Some generic entry-points to C++ that are not associated with any object are also implemented in JSObjectSupport::InitJavascriptGlobal.

C++
void InitJavascriptGlobal()
{
    if (global.IsEmpty())
    {
        global = v8::ObjectTemplate::New();
        global->Set(String::New("alert"), FunctionTemplate::New(JSAlert));
        global->Set(String::New("print"), FunctionTemplate::New(JSPrint));
        global->Set(String::New("new_predicate"), 
                FunctionTemplate::New(JSNewPredicate));
        global->Set(String::New("setResultPredicate"), 
                FunctionTemplate::New(JSSetResultPredicate));
        global->Set(String::New("getResultPredicate"), 
                FunctionTemplate::New(JSGetResultPredicate));
    }
}
The Conceptual Dictionary

How is the passage from syntax to concept done? This is the responsibility of the Conceptual Dictionary holding all three levels of scripts that can be invoked and that all work together in order to build valid predicates. Let us look at some examples of Predicate Builder Scripts first.
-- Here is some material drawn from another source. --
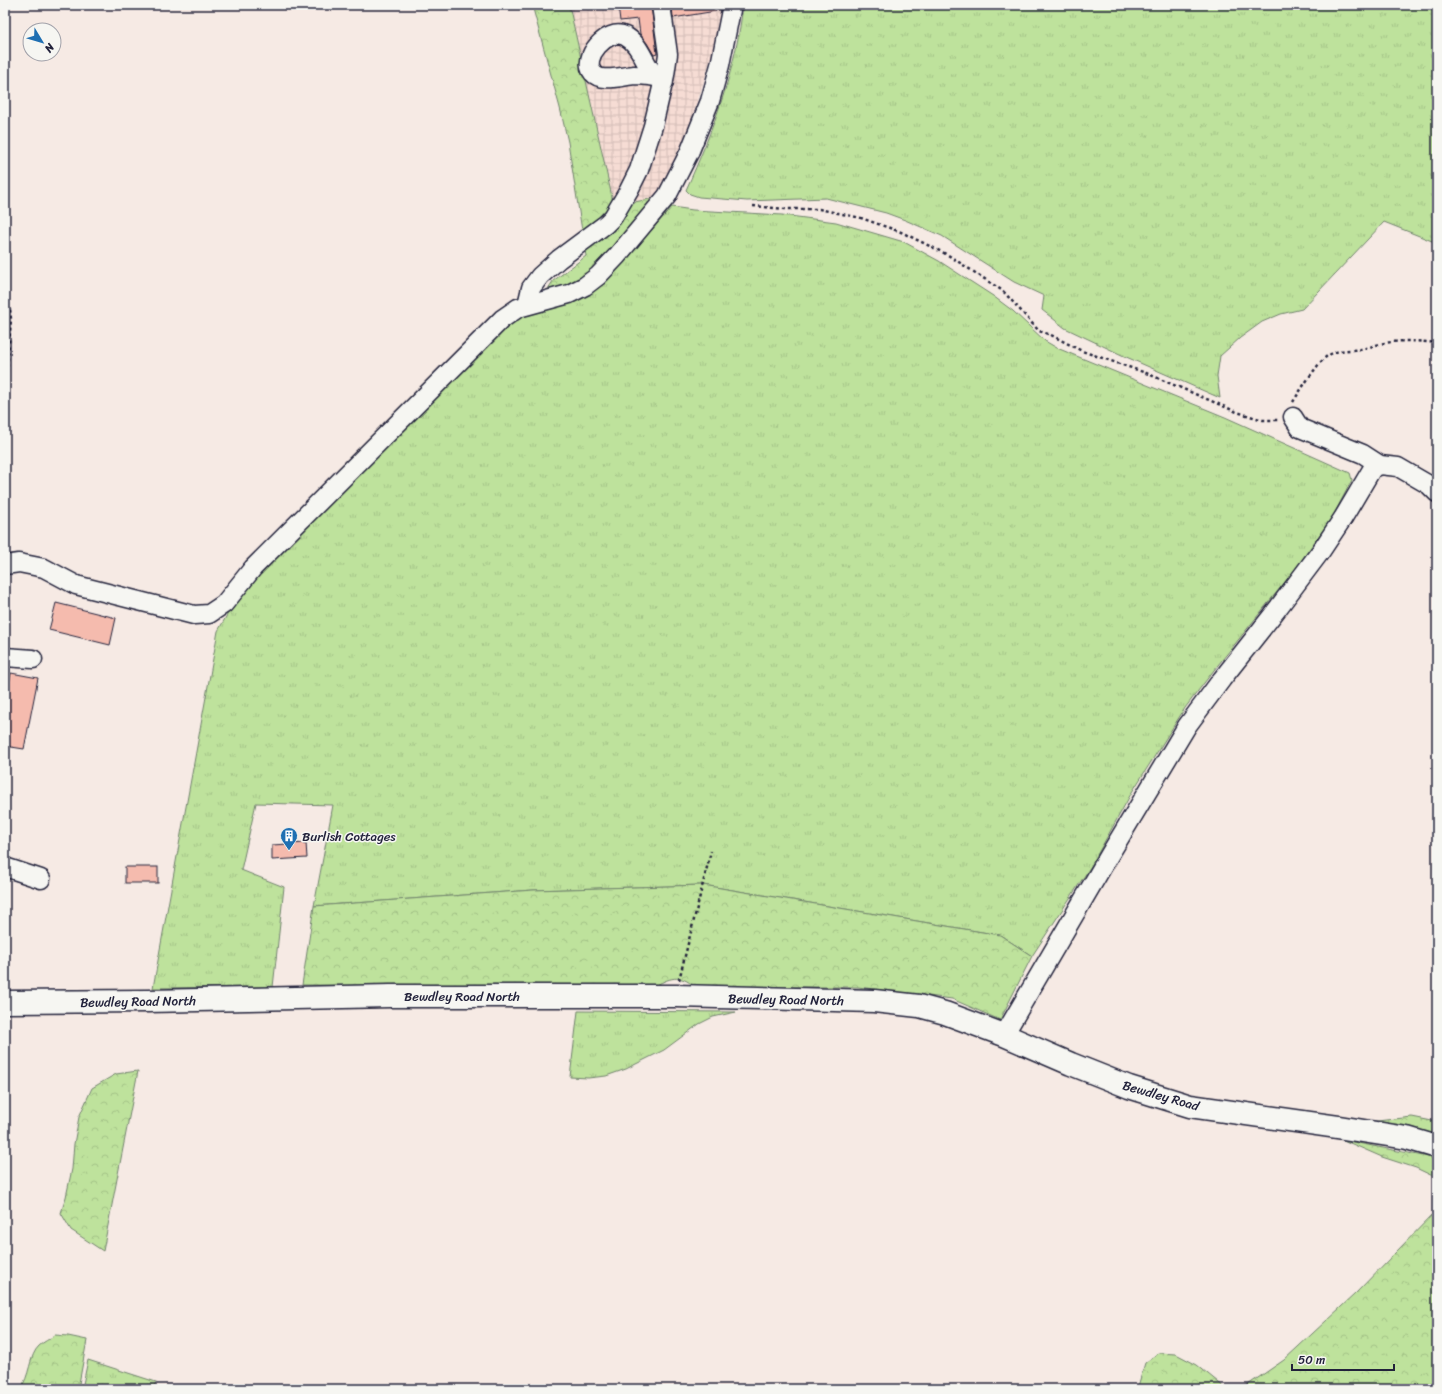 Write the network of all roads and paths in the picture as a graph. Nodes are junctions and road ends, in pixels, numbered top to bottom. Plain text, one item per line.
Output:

Conceptual Definition of "is":
JavaScript
switch (curNode.posType)
{
    case "VERB":
    case "AUX":      
    {
        if (curPredicate.initialized())
        {
            // "Is X Y" is comparing 2 objects of knowledge
            // if both X and Y are the same part-of-speech.
            
            // For example, "Is a turtle an animal?", both are NOUN-PHRASE.
            // Or, "Is eating chewing?", both are VERB-PHRASE.
            
            dNextNode = curNode.navigate(curNode.eNextSibling);
            if (dNextNode != 0)
            {
                dOtherNode = dNextNode.navigate(curNode.eNextSibling);
                if (dOtherNode != 0)
                {
                    if ((dNextNode.toPredicate() != 0) && 
                        (dOtherNode.toPredicate() != 0))
                    {
                        curPredicate.setPredicate("DO[OPERATION:IS/VALUE1:" + 
                          dNextNode.toPredicate().desc + "/VALUE2:" + 
                          dOtherNode.toPredicate().desc+"]");
                        break;
                    }
                }
            }
            
            if (curNode.posType == "VERB")
            {
                // "X is Y" is a unifier in this case if both X and Y are the
                // same part-of speech.
                curPredicate.setPredicate(
                  "DO[OPERATION:UNION/VALUE:" + curPredicate.desc+"]");
            }
        }
    }
    break;
}

For the Conceptual Definition of the word "is", we observe that nothing is done unless curPredicate.initialized() returns true. This means that "is" cannot result in an Object of Knowledge. For the purpose of calculating the test-cases provided with this article, there are two syntactic variations that are defined: "X is Y" and "Is Y X". Obviously, the English language has more diversity for the word "is" than what resides in that script, and the current Conceptual Definition is limited in what it can achieve, but it is possible to observe the available scalability throughout this medium.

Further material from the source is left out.